To do: Copy all lines holding the word "graph" from the entries.

[Source data]
----------------------------------------
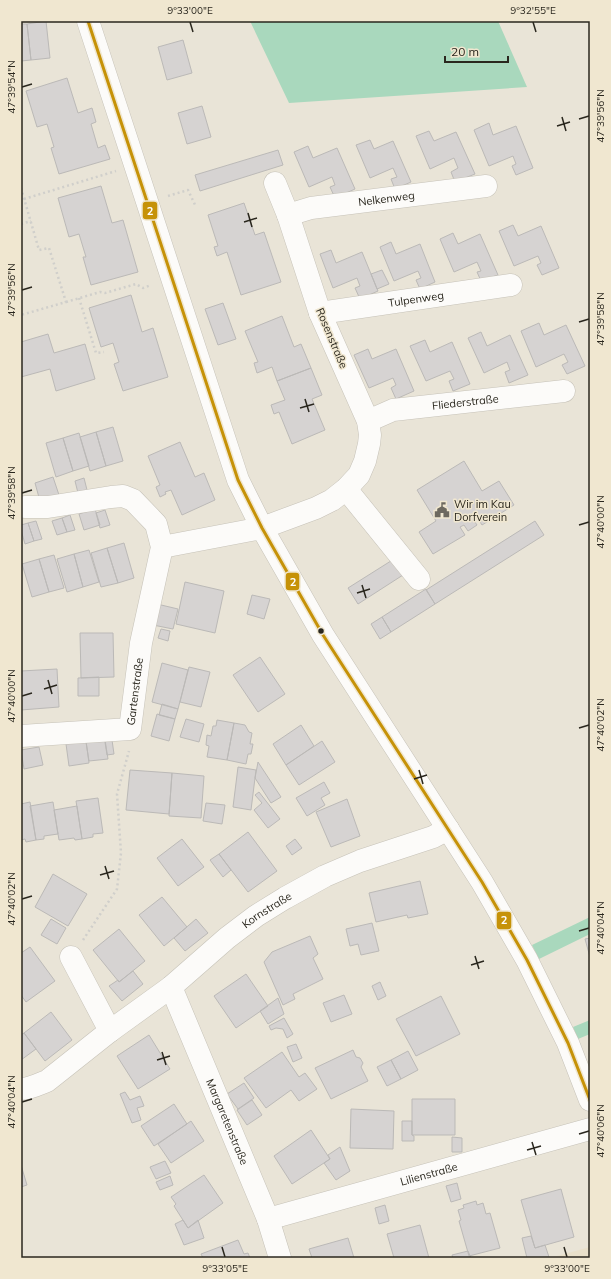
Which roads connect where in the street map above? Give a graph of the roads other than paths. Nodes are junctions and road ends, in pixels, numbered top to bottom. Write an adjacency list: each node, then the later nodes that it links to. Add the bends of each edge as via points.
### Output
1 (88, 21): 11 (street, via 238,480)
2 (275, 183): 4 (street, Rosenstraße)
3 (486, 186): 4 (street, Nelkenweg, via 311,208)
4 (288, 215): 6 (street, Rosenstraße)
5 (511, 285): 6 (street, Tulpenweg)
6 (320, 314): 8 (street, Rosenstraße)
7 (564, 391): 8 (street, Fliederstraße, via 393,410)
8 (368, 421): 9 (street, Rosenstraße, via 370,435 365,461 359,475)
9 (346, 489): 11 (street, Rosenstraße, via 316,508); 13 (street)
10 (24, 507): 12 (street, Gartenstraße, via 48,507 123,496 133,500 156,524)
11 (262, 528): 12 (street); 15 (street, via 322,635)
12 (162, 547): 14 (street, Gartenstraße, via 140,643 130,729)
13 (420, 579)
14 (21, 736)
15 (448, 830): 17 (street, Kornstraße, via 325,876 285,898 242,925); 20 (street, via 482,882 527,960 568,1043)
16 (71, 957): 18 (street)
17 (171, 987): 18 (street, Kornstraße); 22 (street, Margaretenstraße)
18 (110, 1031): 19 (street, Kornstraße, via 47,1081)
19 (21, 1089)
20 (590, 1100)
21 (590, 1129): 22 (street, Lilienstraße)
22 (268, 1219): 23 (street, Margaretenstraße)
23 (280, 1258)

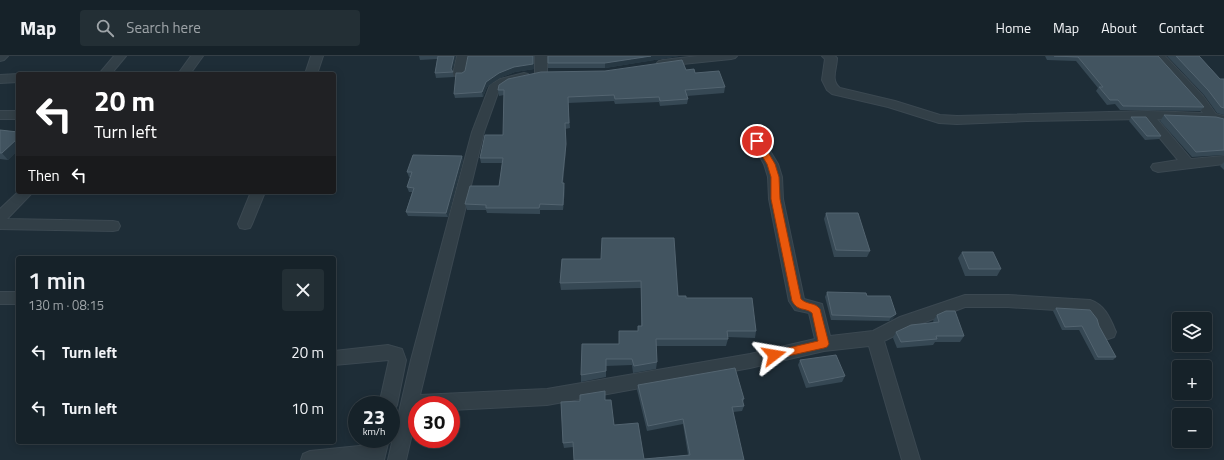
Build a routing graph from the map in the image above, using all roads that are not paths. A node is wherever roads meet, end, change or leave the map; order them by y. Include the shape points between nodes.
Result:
----------------------------------------
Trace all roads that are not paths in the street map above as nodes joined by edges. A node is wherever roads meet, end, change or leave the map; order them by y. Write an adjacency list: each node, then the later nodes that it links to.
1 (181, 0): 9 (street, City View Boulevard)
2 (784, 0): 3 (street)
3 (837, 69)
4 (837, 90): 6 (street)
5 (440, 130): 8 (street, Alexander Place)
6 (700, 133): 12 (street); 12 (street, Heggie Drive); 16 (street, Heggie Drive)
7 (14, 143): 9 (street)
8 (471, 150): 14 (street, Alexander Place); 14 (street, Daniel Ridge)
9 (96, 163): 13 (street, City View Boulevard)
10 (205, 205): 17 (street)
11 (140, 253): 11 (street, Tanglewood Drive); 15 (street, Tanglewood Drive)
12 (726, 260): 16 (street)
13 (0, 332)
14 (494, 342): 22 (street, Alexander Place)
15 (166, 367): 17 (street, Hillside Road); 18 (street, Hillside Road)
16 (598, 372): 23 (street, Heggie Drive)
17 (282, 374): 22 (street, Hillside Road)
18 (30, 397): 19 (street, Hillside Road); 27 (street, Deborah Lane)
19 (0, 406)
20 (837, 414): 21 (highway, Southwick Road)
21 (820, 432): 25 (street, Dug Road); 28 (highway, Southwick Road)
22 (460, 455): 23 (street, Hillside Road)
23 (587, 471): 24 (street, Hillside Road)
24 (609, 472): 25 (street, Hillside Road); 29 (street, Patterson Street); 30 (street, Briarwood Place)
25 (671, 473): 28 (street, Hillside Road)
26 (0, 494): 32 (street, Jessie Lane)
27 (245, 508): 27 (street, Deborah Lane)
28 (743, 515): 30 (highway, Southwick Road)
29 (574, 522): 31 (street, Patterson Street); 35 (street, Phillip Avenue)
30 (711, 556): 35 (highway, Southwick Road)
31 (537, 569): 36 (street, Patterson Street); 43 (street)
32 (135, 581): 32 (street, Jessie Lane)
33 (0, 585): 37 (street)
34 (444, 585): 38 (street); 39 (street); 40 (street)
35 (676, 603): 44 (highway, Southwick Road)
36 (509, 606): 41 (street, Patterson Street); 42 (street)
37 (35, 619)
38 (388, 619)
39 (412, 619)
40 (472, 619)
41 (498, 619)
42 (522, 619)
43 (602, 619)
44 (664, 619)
----------------------------------------
Solution for this problem:
Which roads connect where in the street map above? Give a graph of the roads other than paths. Nodes are junctions and road ends, in pixels, numbered top to bottom. Write an adjacency list: each node, then the later nodes that it links to. Add the bends of each edge as via points.
Build a routing graph from the map in the image above, using all roads that are not paths. A node is wherever roads meet, end, change or leave the map; order them by y. Include the shape points between nodes.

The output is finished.